Deidre made herself small, and whimpering and crouched on the floor of the mostly lightless hall, managing to conceal herself almost completely. Coming out of her room, wrestling ineffectually with her dressing gown and slippers determined to get themselves onto the wrong feet, Audrey stumbled over the hunched form and barely managed to catch a stray frond of artificial pot plant in an effort to rebalance. Not having much weight the fake plant flew with her into the banister before going solo to follow the drum down the stairs. The pot plant lacked the weight and bounce of the drum, so it landed lightly at the foot of the stairs on the aging Labrador. He in terror, regained youth’s long forgotten nimbleness just long enough to gurgle a yelp and scrabble a few precious inches along the floor to where the plant had landed, its plastic leaves within chewing range. Such was his age Bertie’s chewing days were long behind him. Instead he mashed his head down onto a new makeshift if slightly spikey pillow. “Sorry” Deirdre mumbled, nursing her bruised hand and then squeezing at it to see if there was blood. There wasn’t. Audrey, having regained her balance if not her poise, reached down to help Deirdre up. Thus began a fateful day.

It wasn’t until midafternoon that the morning’s dramas had settled and the usual routine of a Sunday at Turzel House reasserted itself, minus lunch. By the time Stephen and Margaret were roused and Deirdre had lovingly dressed them according to the ingrained and ancient pattern, it was noon. And by the time a complex breakfast involving reheated fish pie, baked beans and cakes was consumed and cleared away, and after Deirdre had sung her new favourite song for them, it was late in the afternoon. Her departure imminent and a familiar very hot bath fantasy shimmering at the back of her mind, Audrey was in good spirits. They were generous and kind spirits, spirits of magnanimous generosity, but the spirits were unaware that the delicious hot bath, with its scented candles, warm towels and chilled Chardonnay would be postponed for quite some time.

Chapter 2 The Funeral – Part 1

While Audrey was still intact and dragging the ancient Labrador along through greasy grass, her handbag was laying open on the seat of her car.
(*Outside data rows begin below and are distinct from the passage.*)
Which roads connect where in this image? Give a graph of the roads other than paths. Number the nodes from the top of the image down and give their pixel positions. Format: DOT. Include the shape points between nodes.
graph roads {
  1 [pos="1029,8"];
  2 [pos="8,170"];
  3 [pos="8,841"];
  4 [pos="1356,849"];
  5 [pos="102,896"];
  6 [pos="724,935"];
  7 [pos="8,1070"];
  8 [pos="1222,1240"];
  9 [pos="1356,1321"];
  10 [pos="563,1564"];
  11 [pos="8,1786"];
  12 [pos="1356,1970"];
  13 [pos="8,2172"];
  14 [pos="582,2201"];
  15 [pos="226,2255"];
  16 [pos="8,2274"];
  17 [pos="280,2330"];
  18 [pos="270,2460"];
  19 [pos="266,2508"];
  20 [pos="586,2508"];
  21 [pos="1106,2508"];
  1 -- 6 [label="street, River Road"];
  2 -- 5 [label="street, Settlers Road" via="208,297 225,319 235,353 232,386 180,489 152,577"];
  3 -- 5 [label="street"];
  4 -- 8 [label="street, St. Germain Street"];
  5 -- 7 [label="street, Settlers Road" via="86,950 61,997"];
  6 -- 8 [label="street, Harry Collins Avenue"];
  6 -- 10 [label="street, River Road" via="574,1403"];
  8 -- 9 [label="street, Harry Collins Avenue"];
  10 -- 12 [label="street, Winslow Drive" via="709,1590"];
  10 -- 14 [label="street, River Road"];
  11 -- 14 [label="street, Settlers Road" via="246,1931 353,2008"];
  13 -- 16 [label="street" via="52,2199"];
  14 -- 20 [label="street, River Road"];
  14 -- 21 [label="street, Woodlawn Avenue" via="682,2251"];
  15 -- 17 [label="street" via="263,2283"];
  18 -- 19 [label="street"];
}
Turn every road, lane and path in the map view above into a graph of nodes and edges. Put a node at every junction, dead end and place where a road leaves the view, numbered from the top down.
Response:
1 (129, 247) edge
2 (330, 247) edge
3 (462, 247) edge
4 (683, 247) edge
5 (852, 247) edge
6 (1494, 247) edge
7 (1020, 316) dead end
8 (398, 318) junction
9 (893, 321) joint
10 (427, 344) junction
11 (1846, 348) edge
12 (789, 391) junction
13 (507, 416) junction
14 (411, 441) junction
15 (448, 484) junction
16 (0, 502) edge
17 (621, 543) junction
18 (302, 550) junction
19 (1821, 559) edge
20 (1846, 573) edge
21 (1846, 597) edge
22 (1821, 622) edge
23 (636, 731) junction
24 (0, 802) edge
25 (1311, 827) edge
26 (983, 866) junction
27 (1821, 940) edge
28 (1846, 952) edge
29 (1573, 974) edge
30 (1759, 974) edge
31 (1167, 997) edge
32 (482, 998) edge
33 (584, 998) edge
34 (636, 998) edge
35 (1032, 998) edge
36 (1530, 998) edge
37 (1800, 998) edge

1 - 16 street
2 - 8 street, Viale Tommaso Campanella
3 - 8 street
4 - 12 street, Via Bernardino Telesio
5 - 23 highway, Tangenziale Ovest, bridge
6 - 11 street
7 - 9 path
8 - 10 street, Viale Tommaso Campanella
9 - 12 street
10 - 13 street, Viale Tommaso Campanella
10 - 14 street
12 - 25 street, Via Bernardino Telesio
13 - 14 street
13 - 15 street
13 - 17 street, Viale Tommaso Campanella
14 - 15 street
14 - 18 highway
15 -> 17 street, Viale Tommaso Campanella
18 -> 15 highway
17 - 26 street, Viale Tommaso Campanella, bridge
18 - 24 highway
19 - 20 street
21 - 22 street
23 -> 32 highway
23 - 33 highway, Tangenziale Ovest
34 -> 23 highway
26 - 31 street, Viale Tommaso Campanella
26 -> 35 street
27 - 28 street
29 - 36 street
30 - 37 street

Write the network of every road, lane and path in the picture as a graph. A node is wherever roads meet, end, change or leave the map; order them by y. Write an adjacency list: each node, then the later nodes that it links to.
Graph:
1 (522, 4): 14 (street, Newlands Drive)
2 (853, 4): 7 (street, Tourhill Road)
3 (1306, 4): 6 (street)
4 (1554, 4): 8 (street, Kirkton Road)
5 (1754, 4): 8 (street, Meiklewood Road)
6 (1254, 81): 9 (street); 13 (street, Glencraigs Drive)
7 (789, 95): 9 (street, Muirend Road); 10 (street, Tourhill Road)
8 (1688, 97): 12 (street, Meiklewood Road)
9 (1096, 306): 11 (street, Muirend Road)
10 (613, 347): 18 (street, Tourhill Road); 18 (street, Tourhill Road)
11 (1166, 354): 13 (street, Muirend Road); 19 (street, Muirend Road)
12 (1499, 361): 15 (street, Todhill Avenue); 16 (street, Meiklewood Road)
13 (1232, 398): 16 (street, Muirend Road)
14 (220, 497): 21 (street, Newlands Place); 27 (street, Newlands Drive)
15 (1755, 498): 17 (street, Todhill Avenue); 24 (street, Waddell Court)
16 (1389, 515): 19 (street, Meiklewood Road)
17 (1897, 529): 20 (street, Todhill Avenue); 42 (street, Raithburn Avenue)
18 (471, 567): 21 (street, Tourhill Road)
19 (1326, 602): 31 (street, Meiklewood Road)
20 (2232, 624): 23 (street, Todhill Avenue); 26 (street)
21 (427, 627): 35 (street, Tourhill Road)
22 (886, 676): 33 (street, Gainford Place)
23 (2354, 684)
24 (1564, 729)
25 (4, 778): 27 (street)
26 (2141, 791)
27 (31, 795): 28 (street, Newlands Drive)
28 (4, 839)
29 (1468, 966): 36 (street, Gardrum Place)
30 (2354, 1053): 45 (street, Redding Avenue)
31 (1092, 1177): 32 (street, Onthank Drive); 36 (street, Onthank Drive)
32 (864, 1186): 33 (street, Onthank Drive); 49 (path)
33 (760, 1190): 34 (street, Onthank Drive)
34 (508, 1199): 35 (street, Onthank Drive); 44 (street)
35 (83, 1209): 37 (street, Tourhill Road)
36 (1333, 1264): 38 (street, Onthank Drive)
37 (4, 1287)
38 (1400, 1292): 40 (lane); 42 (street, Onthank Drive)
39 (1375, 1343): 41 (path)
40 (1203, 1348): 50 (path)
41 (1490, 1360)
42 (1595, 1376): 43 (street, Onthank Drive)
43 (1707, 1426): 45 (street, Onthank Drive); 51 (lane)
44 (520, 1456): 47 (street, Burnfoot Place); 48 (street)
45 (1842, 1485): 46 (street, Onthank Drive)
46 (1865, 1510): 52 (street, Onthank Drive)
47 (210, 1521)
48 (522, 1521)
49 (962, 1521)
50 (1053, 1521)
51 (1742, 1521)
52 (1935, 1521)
It contained her Filofax, wallet, housekeys, some long forgotten peppermints right at the bottom, a notebook and pen, hairbrush, emergency make-up, lip gloss and miscellaneous bills that she had been carrying around with her for some days, unopened. There was also a pair of expensive sunglasses, newly bought with yet another credit card and a forgotten bottle of perfume which was almost gone and its recipe out of print. Her mobile phone was in her pocket, the battery on red. She was all set to return home and would just give the dogs a little stroll to save her friends the trouble of coming out into the dreary damp afternoon. She walked briskly but unhurried, cosy in the thought of her warm house in London where there were no dark corners, cobwebs, dead flies or putrefying mice under the bed. The windows didn’t breathe cold air throughout the night and there were no dead viney stems tapping at them and scaring her with thoughts of Cathy and Heathcliffe.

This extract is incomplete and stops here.